**How to complete this task:**
Each entry must be restated word for word, with nothing omitted.

**Dataset entries:**
· · · · · · ·

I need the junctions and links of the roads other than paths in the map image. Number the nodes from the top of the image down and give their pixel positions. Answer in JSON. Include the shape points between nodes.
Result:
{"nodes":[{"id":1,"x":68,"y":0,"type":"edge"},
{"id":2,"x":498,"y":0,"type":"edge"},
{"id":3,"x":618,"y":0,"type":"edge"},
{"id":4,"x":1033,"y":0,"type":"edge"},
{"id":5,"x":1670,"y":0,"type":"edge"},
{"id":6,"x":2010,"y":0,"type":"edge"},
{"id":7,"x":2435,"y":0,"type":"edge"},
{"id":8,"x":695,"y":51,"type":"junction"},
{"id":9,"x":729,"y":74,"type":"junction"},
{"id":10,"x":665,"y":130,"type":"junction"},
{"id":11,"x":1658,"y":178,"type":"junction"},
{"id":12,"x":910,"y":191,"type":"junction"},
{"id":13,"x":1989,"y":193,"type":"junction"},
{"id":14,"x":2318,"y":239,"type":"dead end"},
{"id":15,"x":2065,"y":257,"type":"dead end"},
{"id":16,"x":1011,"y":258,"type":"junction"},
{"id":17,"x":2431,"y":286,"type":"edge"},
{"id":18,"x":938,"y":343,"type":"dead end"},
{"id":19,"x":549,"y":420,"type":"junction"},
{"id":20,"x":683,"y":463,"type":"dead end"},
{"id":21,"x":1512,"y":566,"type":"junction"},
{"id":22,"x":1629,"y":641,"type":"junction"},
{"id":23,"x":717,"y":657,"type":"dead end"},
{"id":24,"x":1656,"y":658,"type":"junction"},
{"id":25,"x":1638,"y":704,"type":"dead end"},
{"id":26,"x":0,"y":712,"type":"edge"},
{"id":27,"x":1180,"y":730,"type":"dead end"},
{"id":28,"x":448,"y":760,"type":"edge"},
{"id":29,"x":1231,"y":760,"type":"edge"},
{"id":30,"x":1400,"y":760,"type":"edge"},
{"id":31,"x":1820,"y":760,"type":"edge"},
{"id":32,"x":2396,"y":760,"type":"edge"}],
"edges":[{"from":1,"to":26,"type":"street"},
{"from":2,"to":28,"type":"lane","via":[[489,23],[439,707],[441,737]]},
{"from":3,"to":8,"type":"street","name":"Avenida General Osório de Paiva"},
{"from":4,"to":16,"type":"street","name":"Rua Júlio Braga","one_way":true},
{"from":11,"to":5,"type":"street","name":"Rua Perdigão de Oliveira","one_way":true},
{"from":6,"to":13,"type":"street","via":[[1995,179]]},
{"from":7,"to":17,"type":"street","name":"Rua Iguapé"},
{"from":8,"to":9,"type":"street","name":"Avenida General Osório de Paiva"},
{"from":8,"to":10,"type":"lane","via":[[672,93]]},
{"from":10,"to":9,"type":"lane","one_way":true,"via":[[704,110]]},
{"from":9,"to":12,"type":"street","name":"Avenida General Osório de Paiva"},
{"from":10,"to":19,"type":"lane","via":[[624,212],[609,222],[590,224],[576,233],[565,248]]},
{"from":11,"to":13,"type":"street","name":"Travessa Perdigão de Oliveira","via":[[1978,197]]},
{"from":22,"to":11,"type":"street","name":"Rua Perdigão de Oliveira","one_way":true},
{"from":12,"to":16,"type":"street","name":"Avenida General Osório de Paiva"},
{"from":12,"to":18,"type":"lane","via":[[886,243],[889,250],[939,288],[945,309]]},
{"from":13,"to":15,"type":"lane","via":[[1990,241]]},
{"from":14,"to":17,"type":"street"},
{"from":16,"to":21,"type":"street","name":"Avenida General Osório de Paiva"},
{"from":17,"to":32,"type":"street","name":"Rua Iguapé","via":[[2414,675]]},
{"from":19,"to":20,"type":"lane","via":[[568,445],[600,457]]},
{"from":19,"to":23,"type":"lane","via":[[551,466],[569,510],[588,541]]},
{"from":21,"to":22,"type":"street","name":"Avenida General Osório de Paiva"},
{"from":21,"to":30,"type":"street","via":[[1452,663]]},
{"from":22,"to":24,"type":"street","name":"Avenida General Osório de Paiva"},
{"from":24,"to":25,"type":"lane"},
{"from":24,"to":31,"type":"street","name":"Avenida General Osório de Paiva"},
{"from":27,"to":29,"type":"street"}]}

· · · · · · ·

**Output:**
I need the junctions and links of the roads other than paths in the map image. Number the nodes from the top of the image down and give their pixel positions. Answer in JSON. Include the shape points between nodes.
Result:
{"nodes":[{"id":1,"x":68,"y":0,"type":"edge"},
{"id":2,"x":498,"y":0,"type":"edge"},
{"id":3,"x":618,"y":0,"type":"edge"},
{"id":4,"x":1033,"y":0,"type":"edge"},
{"id":5,"x":1670,"y":0,"type":"edge"},
{"id":6,"x":2010,"y":0,"type":"edge"},
{"id":7,"x":2435,"y":0,"type":"edge"},
{"id":8,"x":695,"y":51,"type":"junction"},
{"id":9,"x":729,"y":74,"type":"junction"},
{"id":10,"x":665,"y":130,"type":"junction"},
{"id":11,"x":1658,"y":178,"type":"junction"},
{"id":12,"x":910,"y":191,"type":"junction"},
{"id":13,"x":1989,"y":193,"type":"junction"},
{"id":14,"x":2318,"y":239,"type":"dead end"},
{"id":15,"x":2065,"y":257,"type":"dead end"},
{"id":16,"x":1011,"y":258,"type":"junction"},
{"id":17,"x":2431,"y":286,"type":"edge"},
{"id":18,"x":938,"y":343,"type":"dead end"},
{"id":19,"x":549,"y":420,"type":"junction"},
{"id":20,"x":683,"y":463,"type":"dead end"},
{"id":21,"x":1512,"y":566,"type":"junction"},
{"id":22,"x":1629,"y":641,"type":"junction"},
{"id":23,"x":717,"y":657,"type":"dead end"},
{"id":24,"x":1656,"y":658,"type":"junction"},
{"id":25,"x":1638,"y":704,"type":"dead end"},
{"id":26,"x":0,"y":712,"type":"edge"},
{"id":27,"x":1180,"y":730,"type":"dead end"},
{"id":28,"x":448,"y":760,"type":"edge"},
{"id":29,"x":1231,"y":760,"type":"edge"},
{"id":30,"x":1400,"y":760,"type":"edge"},
{"id":31,"x":1820,"y":760,"type":"edge"},
{"id":32,"x":2396,"y":760,"type":"edge"}],
"edges":[{"from":1,"to":26,"type":"street"},
{"from":2,"to":28,"type":"lane","via":[[489,23],[439,707],[441,737]]},
{"from":3,"to":8,"type":"street","name":"Avenida General Osório de Paiva"},
{"from":4,"to":16,"type":"street","name":"Rua Júlio Braga","one_way":true},
{"from":11,"to":5,"type":"street","name":"Rua Perdigão de Oliveira","one_way":true},
{"from":6,"to":13,"type":"street","via":[[1995,179]]},
{"from":7,"to":17,"type":"street","name":"Rua Iguapé"},
{"from":8,"to":9,"type":"street","name":"Avenida General Osório de Paiva"},
{"from":8,"to":10,"type":"lane","via":[[672,93]]},
{"from":10,"to":9,"type":"lane","one_way":true,"via":[[704,110]]},
{"from":9,"to":12,"type":"street","name":"Avenida General Osório de Paiva"},
{"from":10,"to":19,"type":"lane","via":[[624,212],[609,222],[590,224],[576,233],[565,248]]},
{"from":11,"to":13,"type":"street","name":"Travessa Perdigão de Oliveira","via":[[1978,197]]},
{"from":22,"to":11,"type":"street","name":"Rua Perdigão de Oliveira","one_way":true},
{"from":12,"to":16,"type":"street","name":"Avenida General Osório de Paiva"},
{"from":12,"to":18,"type":"lane","via":[[886,243],[889,250],[939,288],[945,309]]},
{"from":13,"to":15,"type":"lane","via":[[1990,241]]},
{"from":14,"to":17,"type":"street"},
{"from":16,"to":21,"type":"street","name":"Avenida General Osório de Paiva"},
{"from":17,"to":32,"type":"street","name":"Rua Iguapé","via":[[2414,675]]},
{"from":19,"to":20,"type":"lane","via":[[568,445],[600,457]]},
{"from":19,"to":23,"type":"lane","via":[[551,466],[569,510],[588,541]]},
{"from":21,"to":22,"type":"street","name":"Avenida General Osório de Paiva"},
{"from":21,"to":30,"type":"street","via":[[1452,663]]},
{"from":22,"to":24,"type":"street","name":"Avenida General Osório de Paiva"},
{"from":24,"to":25,"type":"lane"},
{"from":24,"to":31,"type":"street","name":"Avenida General Osório de Paiva"},
{"from":27,"to":29,"type":"street"}]}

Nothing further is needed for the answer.